New York University of New York has received US Patent No. 7,957,908, "System, method and software arrangement utilizing a multi-strip procedure that can be applied to gene characterization using DNA-array data." The method uses a fast adaptive multiscale procedure to characterize a random set of points spanning a high dimensional Euclidean space, and concentrated around special lower dimensional subsets. The procedure can be adapted to analyze gene expression data from microarray experiments, and may be applied generally to existing datasets without regard to whether a particular model exists to otherwise describe the dataset, according to the patent's abstract. The procedure can also be used for identifying and mathematically isolating stable sets of data points in a given dataset from those in the same dataset that deviate from a stable model under various conditions.

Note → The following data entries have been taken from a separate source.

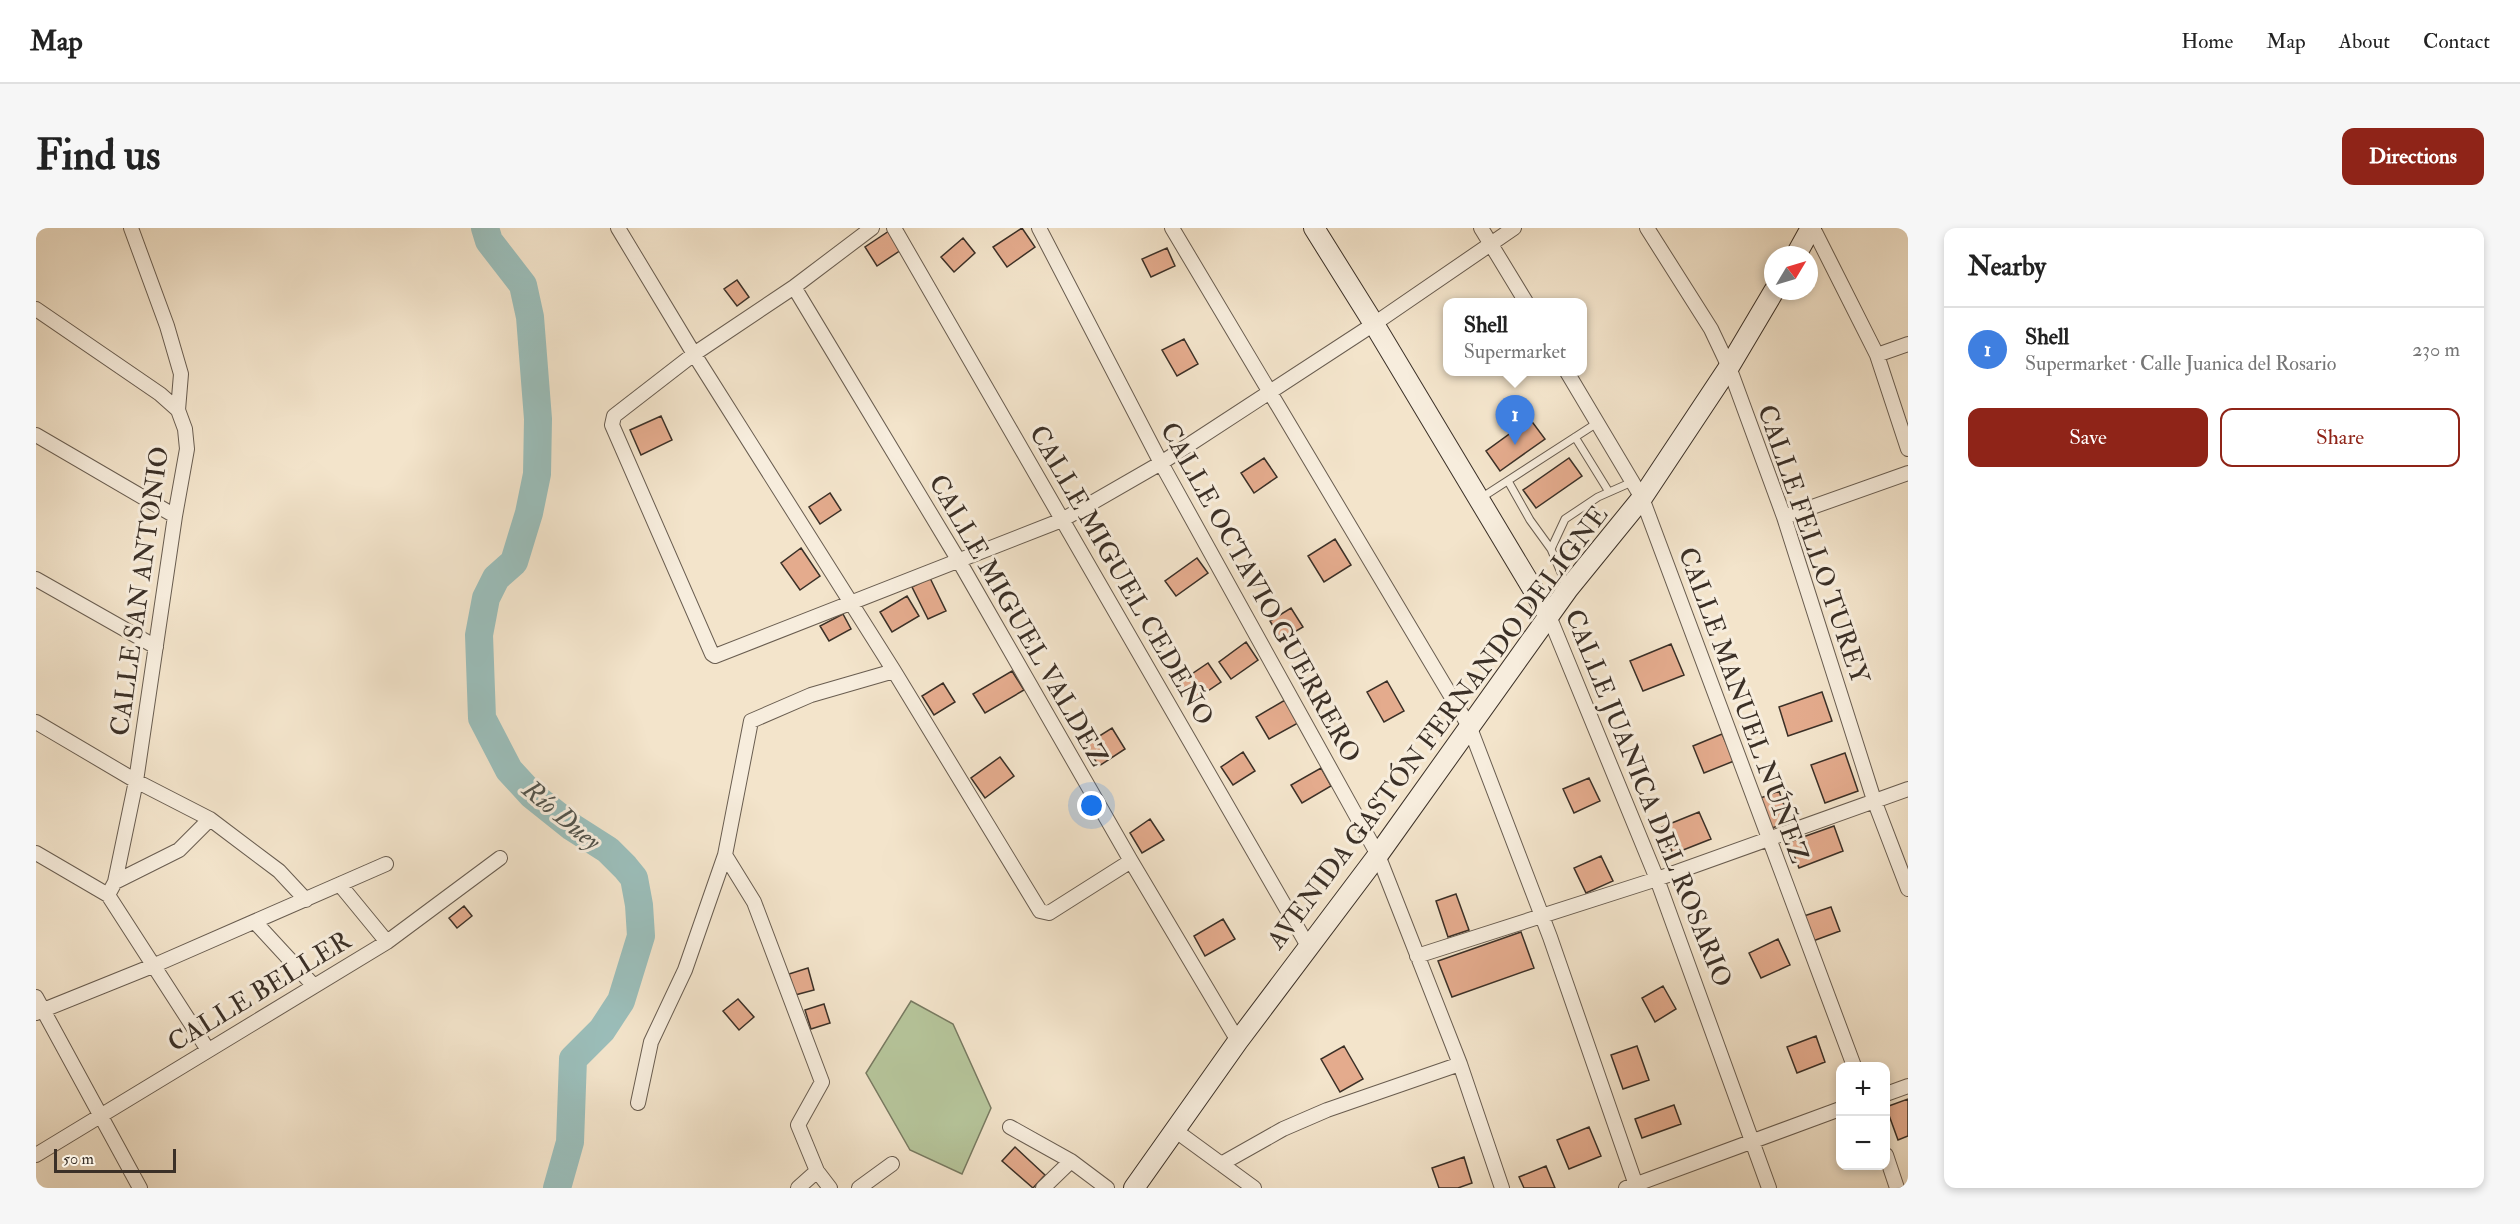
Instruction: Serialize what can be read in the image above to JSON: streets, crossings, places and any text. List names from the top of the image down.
{
  "streets": {
    "street": [
      "CALLE FELLO TUREY",
      "CALLE MIGUEL CEDEÑO",
      "CALLE SAN ANTONIO",
      "CALLE OCTAVIO GUERRERO",
      "CALLE MIGUEL VALDEZ",
      "CALLE MANUEL NÚÑEZ",
      "AVENIDA GASTÓN FERNANDO DELIGNE",
      "CALLE JUANICA DEL ROSARIO",
      "CALLE BELLER"
    ]
  },
  "crossings": [
    ["CALLE FELLO TUREY", "AVENIDA GASTÓN FERNANDO DELIGNE"],
    ["CALLE MIGUEL CEDEÑO", "AVENIDA GASTÓN FERNANDO DELIGNE"],
    ["CALLE OCTAVIO GUERRERO", "AVENIDA GASTÓN FERNANDO DELIGNE"],
    ["CALLE MIGUEL VALDEZ", "AVENIDA GASTÓN FERNANDO DELIGNE"],
    ["CALLE MANUEL NÚÑEZ", "AVENIDA GASTÓN FERNANDO DELIGNE"],
    ["AVENIDA GASTÓN FERNANDO DELIGNE", "CALLE JUANICA DEL ROSARIO"]
  ],
  "water": ["Río Duey"],
  "scale_bar": "50 m",
  "north": "top right",
  "page": {
    "header": "Map",
    "nav": [
      "Home",
      "Map",
      "About",
      "Contact"
    ],
    "buttons": [
      "Directions",
      ["Save", "Share"]
    ],
    "title": "Find us",
    "heading": "Nearby",
    "popup": ["Shell", "Supermarket"],
    "list": [
      {
        "mark": "1",
        "name": "Shell",
        "note": "Supermarket · Calle Juanica del Rosario",
        "value": "230 m"
      }
    ],
    "pins": "1",
    "map_buttons": ["+", "−"],
    "scale": "50 m"
  }
}
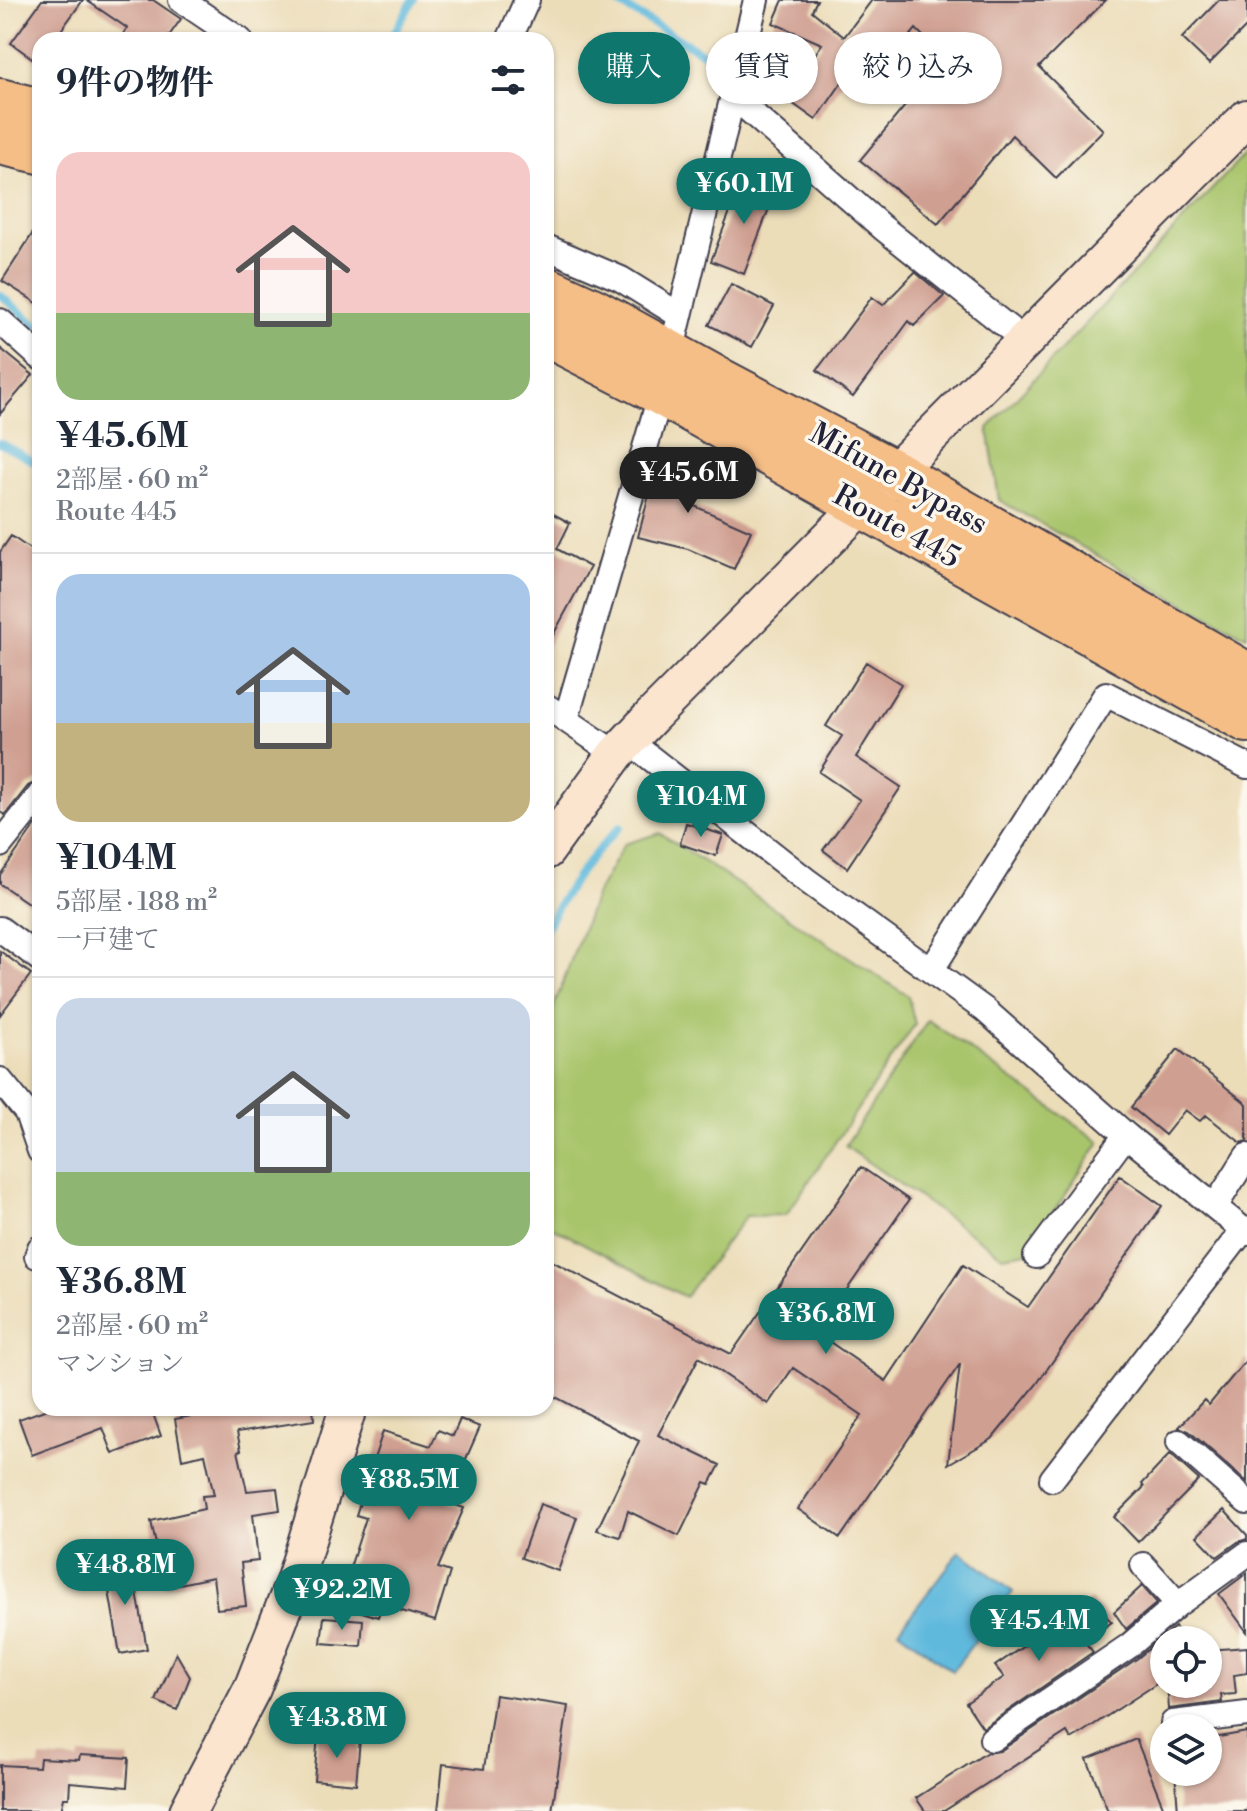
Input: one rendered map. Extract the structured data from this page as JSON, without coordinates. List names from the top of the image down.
{
  "streets": {
    "highway": ["Mifune Bypass", "Route 445"]
  },
  "crossings": [
    ["Mifune Bypass", "Route 445"]
  ],
  "page": {
    "chip": ["購入", "賃貸", "絞り込み"],
    "heading": "9件の物件",
    "list": [
      {
        "name": "¥45.6M",
        "note": "2部屋 · 60 m² · Route 445"
      },
      {
        "name": "¥104M",
        "note": "5部屋 · 188 m² · 一戸建て"
      },
      {
        "name": "¥36.8M",
        "note": "2部屋 · 60 m² · マンション"
      }
    ],
    "price": [
      "¥60.1M",
      "¥45.6M",
      "¥104M",
      "¥36.8M",
      "¥88.5M",
      "¥48.8M",
      "¥92.2M",
      "¥45.4M",
      "¥43.8M"
    ]
  }
}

Population Diagnostics of Melville, NY, has received US Patent No. 7,957,913, "Evaluating genetic disorders." A method of determining whether a therapeutic is useful for treating a condition or disease is described. It involves screening a subject's genome with PCR, array comparative genomic hybridization, sequencing, SNP genotyping, or fluorescence in situ hybridization to provide information on one or more copy number variants; comparing the copy number variants from the genome of a subject to a compilation of data comprising frequencies of CNVs in at least 100 subjects; and determining the statistical significance of the CNV to the success or failure of a certain therapeutic to treat a condition or disease.